"We want to make a strong case for regional collaboration as opposed to countries competing to build smaller projects on their own," said Sumayya Athmani, head of the National Oil Corporation of Kenya (NOCK).
Significant gas reserves have been found in Mozambique and Tanzania, where LNG facilities are now been planned, while drilling will kick off in Ethiopia later this year, and the Somalia's Puntland region is also showing positive signs.
Kenya's first oil discovery has seen a surge of interest in new oil exploration licenses, and is a welcome boost for the country, which spent $4.1 billion on oil imports in 2011.
But the lack of established infrastructure to move the resources to global markets will require huge sums to build modern oil and gas facilities on a continent that lags behind with regard to energy.
Accompanying the sustained growth in the region's upstream industry is strong growth in associated midstream and downstream infrastructure, including export terminals, storage capacity and most critically, pipelines and refineries.
New pipeline capacity will be necessary, particularly where new production is landlocked, such as is the case in Sudan and Uganda.
But pipelines and refineries are expensive, long-term, large-scale investments and it makes little sense to build a refinery in each country, Athmani said.
With adequate infrastructure, even as little as 50 million barrels would be adequate for discoveries in the region to be commercially viable, she said. Without a pipeline, a minimum of 300 million barrels would be required.
NOCK is moving ahead with plans to develop a strategic national petroleum reserve that will hold about 1 billion liters -- equivalent to 90 days consumption, she said.
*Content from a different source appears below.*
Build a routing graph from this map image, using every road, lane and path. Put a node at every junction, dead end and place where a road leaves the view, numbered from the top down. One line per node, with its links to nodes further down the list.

It is also planning to expand the Mombasa refinery which is designed to improve the refining margin, utilize existing facilities and improve the quality of refined oil products.
In March, Kenyan president Mwai Kibaki officially launched the LAPSSET (Lamu Port--South Sudan--Ethiopia Transport Corridor) project, a massive infrastructure project expected to cost $20 billion.
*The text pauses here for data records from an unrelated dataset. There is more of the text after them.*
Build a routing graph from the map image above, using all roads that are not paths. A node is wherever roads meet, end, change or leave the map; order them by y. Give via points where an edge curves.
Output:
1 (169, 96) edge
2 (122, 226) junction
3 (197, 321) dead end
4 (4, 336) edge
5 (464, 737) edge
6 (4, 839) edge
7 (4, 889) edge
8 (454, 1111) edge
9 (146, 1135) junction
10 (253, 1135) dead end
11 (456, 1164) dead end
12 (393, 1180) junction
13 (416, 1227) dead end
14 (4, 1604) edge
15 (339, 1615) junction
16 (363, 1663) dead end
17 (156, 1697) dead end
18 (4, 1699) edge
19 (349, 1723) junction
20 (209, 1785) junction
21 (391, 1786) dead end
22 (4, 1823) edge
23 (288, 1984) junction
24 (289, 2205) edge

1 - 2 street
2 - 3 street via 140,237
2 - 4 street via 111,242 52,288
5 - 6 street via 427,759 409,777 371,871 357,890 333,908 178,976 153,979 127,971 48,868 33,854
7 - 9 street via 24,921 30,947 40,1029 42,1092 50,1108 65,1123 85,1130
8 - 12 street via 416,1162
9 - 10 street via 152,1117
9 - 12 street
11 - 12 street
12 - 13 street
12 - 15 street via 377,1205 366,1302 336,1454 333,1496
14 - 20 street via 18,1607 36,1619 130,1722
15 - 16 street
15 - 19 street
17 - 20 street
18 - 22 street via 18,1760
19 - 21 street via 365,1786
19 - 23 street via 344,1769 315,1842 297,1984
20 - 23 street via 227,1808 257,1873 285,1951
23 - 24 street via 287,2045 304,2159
The project includes an oil refinery, pipelines from South Sudan, transportation hubs for rail, road and air, and a mega-port for oil tankers.
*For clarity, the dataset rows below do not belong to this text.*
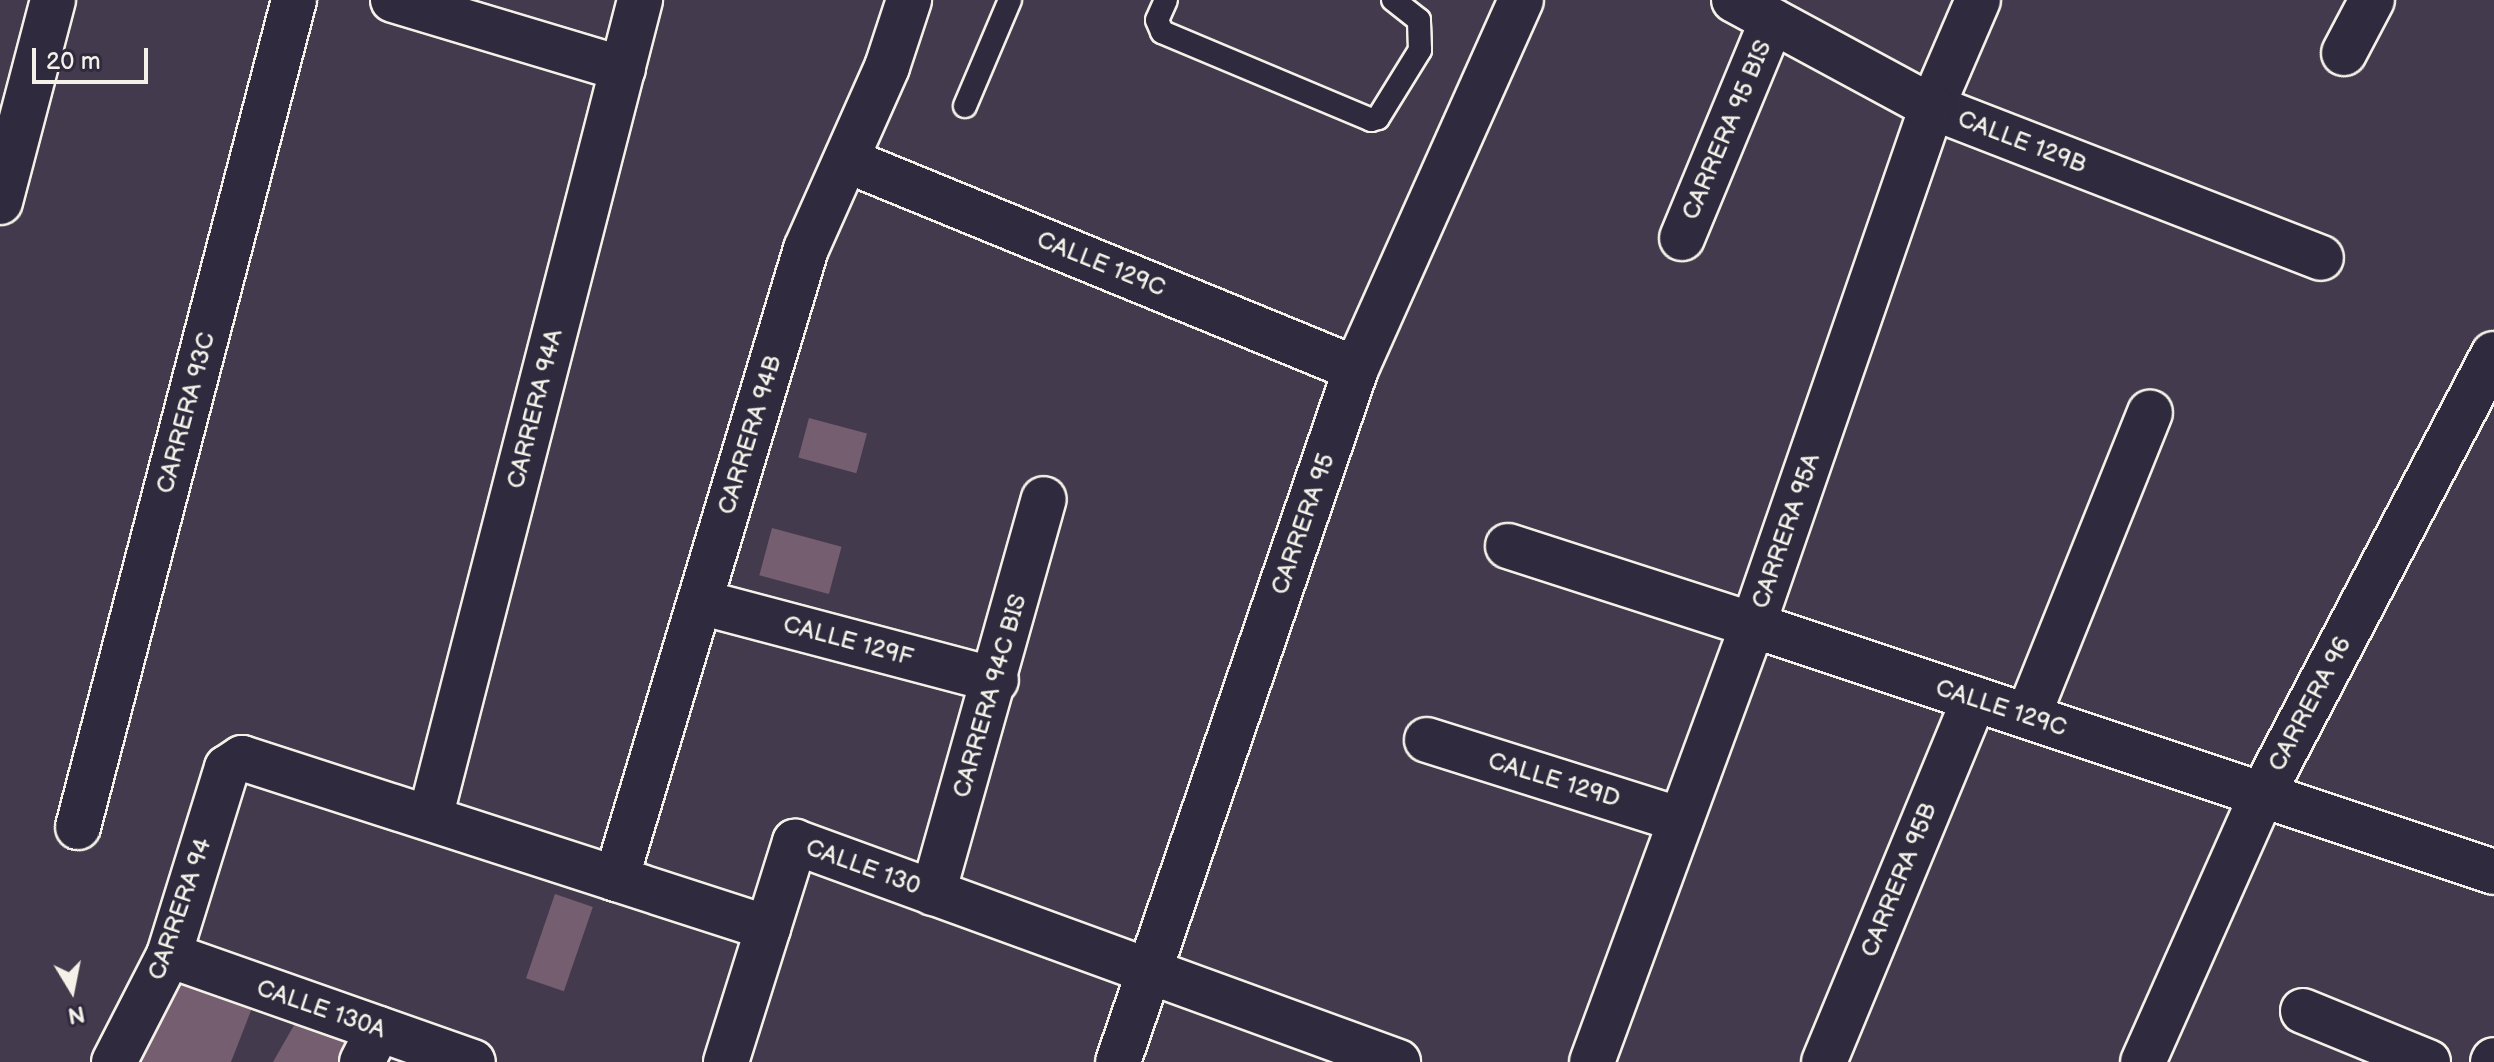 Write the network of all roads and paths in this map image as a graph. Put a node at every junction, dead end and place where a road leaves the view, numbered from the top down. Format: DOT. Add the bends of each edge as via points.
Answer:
graph roads {
  1 [pos="53,0"];
  2 [pos="294,0"];
  3 [pos="393,0"];
  4 [pos="640,0"];
  5 [pos="909,0"];
  6 [pos="1010,0"];
  7 [pos="1166,0"];
  8 [pos="1393,0"];
  9 [pos="1521,0"];
  10 [pos="1734,0"];
  11 [pos="1978,0"];
  12 [pos="2372,0"];
  13 [pos="1772,21"];
  14 [pos="2344,53"];
  15 [pos="623,69"];
  16 [pos="965,106"];
  17 [pos="1932,107"];
  18 [pos="846,160"];
  19 [pos="0,202"];
  20 [pos="1682,238"];
  21 [pos="2321,258"];
  22 [pos="2494,354"];
  23 [pos="1356,369"];
  24 [pos="2150,413"];
  25 [pos="1044,499"];
  26 [pos="1508,546"];
  27 [pos="700,602"];
  28 [pos="1753,625"];
  29 [pos="996,680"];
  30 [pos="1974,699"];
  31 [pos="2028,716"];
  32 [pos="1427,740"];
  33 [pos="2262,795"];
  34 [pos="430,818"];
  35 [pos="1681,820"];
  36 [pos="78,827"];
  37 [pos="2494,872"];
  38 [pos="616,879"];
  39 [pos="933,893"];
  40 [pos="768,928"];
  41 [pos="169,955"];
  42 [pos="1149,971"];
  43 [pos="2303,1011"];
  44 [pos="371,1046"];
  45 [pos="1370,1057"];
  46 [pos="114,1062"];
  47 [pos="473,1062"];
  48 [pos="726,1062"];
  49 [pos="1118,1062"];
  50 [pos="1592,1062"];
  51 [pos="1824,1062"];
  52 [pos="2143,1062"];
  53 [pos="2428,1062"];
  1 -- 19 [label="street"];
  2 -- 36 [label="street, CARRERA 93C"];
  3 -- 15 [label="street"];
  4 -- 15 [label="street, CARRERA 94A"];
  5 -- 18 [label="street, CARRERA 94B" via="887,67"];
  6 -- 16 [label="lane"];
  7 -- 8 [label="lane" via="1157,20 1162,32 1371,120 1378,118 1420,50 1419,20"];
  9 -- 23 [label="street, CARRERA 95"];
  10 -- 13 [label="street, CALLE 129B"];
  11 -- 17 [label="street, CARRERA 95A"];
  12 -- 14 [label="street"];
  13 -- 17 [label="street, CALLE 129B"];
  13 -- 20 [label="street, CARRERA 95 BIS"];
  15 -- 34 [label="street, CARRERA 94A"];
  17 -- 21 [label="street, CALLE 129B"];
  17 -- 28 [label="street, CARRERA 95A"];
  18 -- 23 [label="street, CALLE 129C"];
  18 -- 27 [label="street, CARRERA 94B" via="806,249"];
  22 -- 33 [label="street, CARRERA 96"];
  23 -- 42 [label="street, CARRERA 95"];
  24 -- 31 [label="street"];
  25 -- 29 [label="street, CARRERA 94C BIS"];
  26 -- 28 [label="street, CALLE 129C"];
  27 -- 29 [label="street, CALLE 129F"];
  27 -- 38 [label="street, CARRERA 94B"];
  28 -- 30 [label="street, CALLE 129C"];
  28 -- 35 [label="street, CARRERA 95A"];
  29 -- 39 [label="street, CARRERA 94C BIS"];
  30 -- 31 [label="street, CALLE 129C"];
  30 -- 51 [label="street, CARRERA 95B"];
  31 -- 33 [label="street, CALLE 129C"];
  32 -- 35 [label="street, CALLE 129D"];
  33 -- 37 [label="street, CALLE 129C"];
  33 -- 52 [label="street, CARRERA 96"];
  34 -- 38 [label="street"];
  34 -- 41 [label="street, CARRERA 94" via="242,758 227,768"];
  35 -- 50 [label="street, CARRERA 95A"];
  38 -- 40 [label="street"];
  39 -- 40 [label="street, CALLE 130" via="795,842"];
  39 -- 42 [label="street, CALLE 130"];
  40 -- 48 [label="street"];
  41 -- 44 [label="street, CALLE 130A"];
  41 -- 46 [label="street, CARRERA 94"];
  42 -- 45 [label="street, CALLE 130"];
  42 -- 49 [label="street, CARRERA 95"];
  43 -- 53 [label="street"];
  44 -- 47 [label="street, CALLE 130A"];
}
The project has been promoted by the Kenyan government as a way of bolstering energy cooperation between east African states.
But Athmani cautioned that circumstances in the region have changed since the project was first mooted, and new opportunities such as potential pipeline linkages to discoveries in other parts of the region must be studied.
Uganda wants to build a 150,000 b/d refinery initially for domestic consumption and then for regional export in Hoima, about 220 km west of its capital Kampala.
But oil operators question the commercial viability of such a large refinery at a cost of $2.5 billion.
Elly Karuhanga, chair of Uganda's Chamber of Mines and Petroleum, said building a refinery in Uganda would avoid the significant and growing incidences of oil theft and pipeline sabotage in the region.
A 2,000 km pipeline allowing South Sudan to export its oil via the Kenyan port of Lamu, freeing the landlocked country from dependence on a route through Sudan, will begin in next year.
Kenya has said the pipeline could also transport crude from the Turkana region where Tullow Oil found oil deposits in March should they be prove to be commercially viable.
Discussion of how the oil exploration and extraction will proceed and the all-in cost of bringing the oil to market as well as the quality of the types of crude that will need to be exported or refined needs to start now, delegates heard.
The key challenge for the region is to expand its "thinking beyond our territorial boundaries," said Athmani.